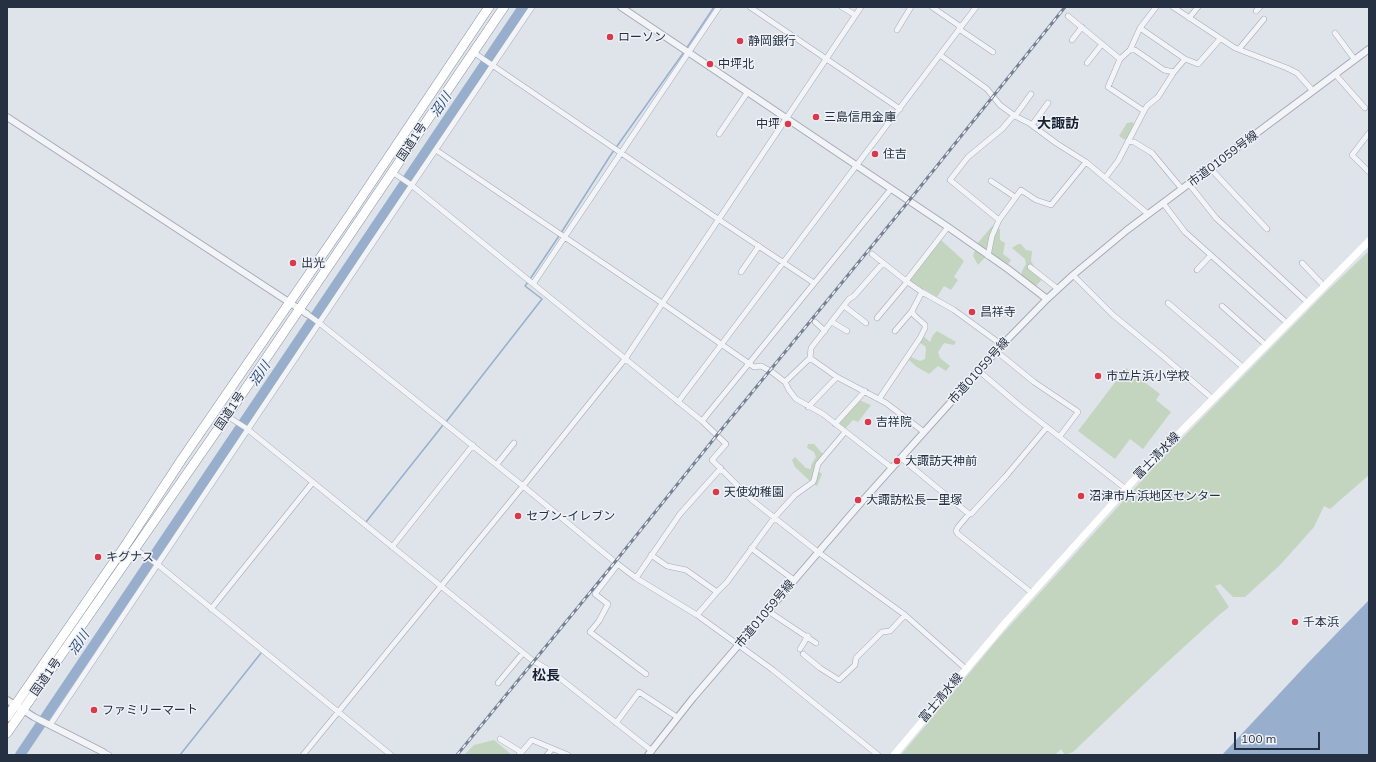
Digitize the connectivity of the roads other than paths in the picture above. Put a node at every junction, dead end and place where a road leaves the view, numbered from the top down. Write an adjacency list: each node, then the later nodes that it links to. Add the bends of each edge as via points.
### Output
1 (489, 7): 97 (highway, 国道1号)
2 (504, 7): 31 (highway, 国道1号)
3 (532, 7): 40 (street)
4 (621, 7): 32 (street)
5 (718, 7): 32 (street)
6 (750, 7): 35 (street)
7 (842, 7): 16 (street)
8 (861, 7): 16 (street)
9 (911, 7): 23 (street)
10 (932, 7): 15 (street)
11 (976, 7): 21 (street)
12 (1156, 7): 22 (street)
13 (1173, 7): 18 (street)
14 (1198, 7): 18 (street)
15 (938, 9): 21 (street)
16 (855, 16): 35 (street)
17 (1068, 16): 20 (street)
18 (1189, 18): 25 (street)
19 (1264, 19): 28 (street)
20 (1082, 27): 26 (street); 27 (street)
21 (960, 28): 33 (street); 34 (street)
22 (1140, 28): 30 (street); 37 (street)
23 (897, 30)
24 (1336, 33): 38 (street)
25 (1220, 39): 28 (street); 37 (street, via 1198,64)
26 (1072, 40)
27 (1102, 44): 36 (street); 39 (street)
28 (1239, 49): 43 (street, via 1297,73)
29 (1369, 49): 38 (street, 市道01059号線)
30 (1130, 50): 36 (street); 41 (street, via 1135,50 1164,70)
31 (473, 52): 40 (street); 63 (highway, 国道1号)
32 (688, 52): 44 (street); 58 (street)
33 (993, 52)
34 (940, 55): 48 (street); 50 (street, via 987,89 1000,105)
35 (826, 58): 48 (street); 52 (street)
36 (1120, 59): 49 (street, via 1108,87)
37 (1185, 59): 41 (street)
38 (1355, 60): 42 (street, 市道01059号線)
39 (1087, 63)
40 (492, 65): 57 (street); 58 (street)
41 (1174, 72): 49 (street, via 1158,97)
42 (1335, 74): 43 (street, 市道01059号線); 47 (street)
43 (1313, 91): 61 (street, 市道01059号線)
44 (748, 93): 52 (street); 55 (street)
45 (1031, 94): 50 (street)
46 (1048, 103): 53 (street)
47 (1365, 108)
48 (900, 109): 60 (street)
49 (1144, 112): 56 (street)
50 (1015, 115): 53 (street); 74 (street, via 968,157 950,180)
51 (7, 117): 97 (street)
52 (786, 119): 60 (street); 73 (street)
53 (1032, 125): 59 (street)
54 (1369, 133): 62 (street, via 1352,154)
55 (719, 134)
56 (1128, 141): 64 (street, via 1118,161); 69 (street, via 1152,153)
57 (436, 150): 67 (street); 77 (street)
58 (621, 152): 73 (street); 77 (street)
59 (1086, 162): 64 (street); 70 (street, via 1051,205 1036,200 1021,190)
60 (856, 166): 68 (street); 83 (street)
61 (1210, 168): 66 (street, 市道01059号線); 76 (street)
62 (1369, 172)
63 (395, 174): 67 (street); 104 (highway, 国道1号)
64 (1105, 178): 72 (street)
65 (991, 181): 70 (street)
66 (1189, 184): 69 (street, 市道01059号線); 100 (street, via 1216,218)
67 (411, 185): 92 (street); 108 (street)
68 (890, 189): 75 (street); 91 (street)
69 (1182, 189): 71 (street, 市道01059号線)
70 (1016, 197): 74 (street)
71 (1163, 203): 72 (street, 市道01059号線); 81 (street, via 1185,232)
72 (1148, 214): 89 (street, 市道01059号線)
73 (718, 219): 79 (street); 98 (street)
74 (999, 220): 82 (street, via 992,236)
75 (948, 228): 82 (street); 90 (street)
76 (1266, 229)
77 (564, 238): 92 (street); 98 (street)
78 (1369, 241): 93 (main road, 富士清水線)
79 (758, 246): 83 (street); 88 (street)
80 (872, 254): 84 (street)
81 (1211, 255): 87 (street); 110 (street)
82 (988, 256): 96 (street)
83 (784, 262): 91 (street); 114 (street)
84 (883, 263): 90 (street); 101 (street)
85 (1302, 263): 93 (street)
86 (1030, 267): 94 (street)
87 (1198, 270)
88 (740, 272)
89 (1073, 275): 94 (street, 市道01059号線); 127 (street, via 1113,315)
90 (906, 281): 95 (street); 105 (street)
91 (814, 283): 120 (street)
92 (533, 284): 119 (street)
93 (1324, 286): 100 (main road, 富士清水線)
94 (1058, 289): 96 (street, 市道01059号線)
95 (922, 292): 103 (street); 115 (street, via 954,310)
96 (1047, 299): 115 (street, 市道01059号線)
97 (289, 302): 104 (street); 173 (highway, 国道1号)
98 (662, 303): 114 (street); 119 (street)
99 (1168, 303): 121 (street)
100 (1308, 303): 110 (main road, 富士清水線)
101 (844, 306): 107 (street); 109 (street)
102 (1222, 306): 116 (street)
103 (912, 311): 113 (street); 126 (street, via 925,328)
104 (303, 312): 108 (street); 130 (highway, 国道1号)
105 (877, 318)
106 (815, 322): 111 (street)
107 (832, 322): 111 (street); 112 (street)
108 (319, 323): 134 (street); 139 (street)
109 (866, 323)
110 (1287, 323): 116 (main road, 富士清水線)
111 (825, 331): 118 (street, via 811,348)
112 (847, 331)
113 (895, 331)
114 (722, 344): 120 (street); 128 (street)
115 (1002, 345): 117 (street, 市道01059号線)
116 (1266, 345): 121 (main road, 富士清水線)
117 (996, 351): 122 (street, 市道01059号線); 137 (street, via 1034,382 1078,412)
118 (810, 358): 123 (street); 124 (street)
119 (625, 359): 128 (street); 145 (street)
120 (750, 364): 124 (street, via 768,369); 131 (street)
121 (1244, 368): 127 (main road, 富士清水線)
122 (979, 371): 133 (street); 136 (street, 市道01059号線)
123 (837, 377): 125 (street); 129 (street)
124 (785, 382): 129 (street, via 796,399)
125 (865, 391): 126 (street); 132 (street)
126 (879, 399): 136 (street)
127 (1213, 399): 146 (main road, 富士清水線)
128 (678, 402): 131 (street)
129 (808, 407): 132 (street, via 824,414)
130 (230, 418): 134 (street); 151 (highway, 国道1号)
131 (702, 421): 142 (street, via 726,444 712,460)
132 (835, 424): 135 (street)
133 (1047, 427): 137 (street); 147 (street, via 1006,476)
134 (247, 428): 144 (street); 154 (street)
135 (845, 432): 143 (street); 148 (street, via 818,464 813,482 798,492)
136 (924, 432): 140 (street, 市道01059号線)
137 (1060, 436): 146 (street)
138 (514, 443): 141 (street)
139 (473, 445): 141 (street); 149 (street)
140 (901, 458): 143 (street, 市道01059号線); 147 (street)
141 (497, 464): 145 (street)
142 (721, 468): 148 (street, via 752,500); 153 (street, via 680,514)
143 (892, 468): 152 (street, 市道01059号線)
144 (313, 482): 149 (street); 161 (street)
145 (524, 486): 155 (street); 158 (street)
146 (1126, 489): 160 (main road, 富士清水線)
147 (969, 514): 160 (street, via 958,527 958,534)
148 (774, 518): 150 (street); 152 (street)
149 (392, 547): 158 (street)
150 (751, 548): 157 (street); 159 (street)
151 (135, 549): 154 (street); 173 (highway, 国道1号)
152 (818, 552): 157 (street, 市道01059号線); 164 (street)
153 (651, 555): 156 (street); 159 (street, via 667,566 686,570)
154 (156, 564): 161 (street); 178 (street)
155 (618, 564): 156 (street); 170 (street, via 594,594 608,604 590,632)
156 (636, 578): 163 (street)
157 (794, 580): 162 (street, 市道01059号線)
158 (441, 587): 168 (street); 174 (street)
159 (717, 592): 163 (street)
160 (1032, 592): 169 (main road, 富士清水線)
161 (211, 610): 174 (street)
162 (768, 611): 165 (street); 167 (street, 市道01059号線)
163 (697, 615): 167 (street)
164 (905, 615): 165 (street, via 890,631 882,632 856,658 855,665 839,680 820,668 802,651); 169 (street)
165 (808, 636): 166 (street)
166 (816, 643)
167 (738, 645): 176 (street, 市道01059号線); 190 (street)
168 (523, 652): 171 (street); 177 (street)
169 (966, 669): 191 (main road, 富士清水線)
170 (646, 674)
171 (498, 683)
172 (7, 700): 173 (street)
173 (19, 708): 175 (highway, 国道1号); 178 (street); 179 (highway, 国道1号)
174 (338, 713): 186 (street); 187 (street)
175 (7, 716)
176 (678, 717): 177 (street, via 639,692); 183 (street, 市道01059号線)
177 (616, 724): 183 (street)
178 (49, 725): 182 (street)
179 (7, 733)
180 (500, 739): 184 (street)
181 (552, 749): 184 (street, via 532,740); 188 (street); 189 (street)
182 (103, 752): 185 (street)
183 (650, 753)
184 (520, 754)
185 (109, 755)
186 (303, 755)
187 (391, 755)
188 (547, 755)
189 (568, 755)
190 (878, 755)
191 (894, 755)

-.-.-

Problem statement:
Where the word "road" shows up in a line of the entries above, copy that line.

Result for this exercise:
Digitize the connectivity of the roads other than paths in the picture above. Put a node at every junction, dead end and place where a road leaves the view, numbered from the top down. Write an adjacency list: each node, then the later nodes that it links to. Add the bends of each edge as via points.
78 (1369, 241): 93 (main road, 富士清水線)
93 (1324, 286): 100 (main road, 富士清水線)
100 (1308, 303): 110 (main road, 富士清水線)
110 (1287, 323): 116 (main road, 富士清水線)
116 (1266, 345): 121 (main road, 富士清水線)
121 (1244, 368): 127 (main road, 富士清水線)
127 (1213, 399): 146 (main road, 富士清水線)
146 (1126, 489): 160 (main road, 富士清水線)
160 (1032, 592): 169 (main road, 富士清水線)
169 (966, 669): 191 (main road, 富士清水線)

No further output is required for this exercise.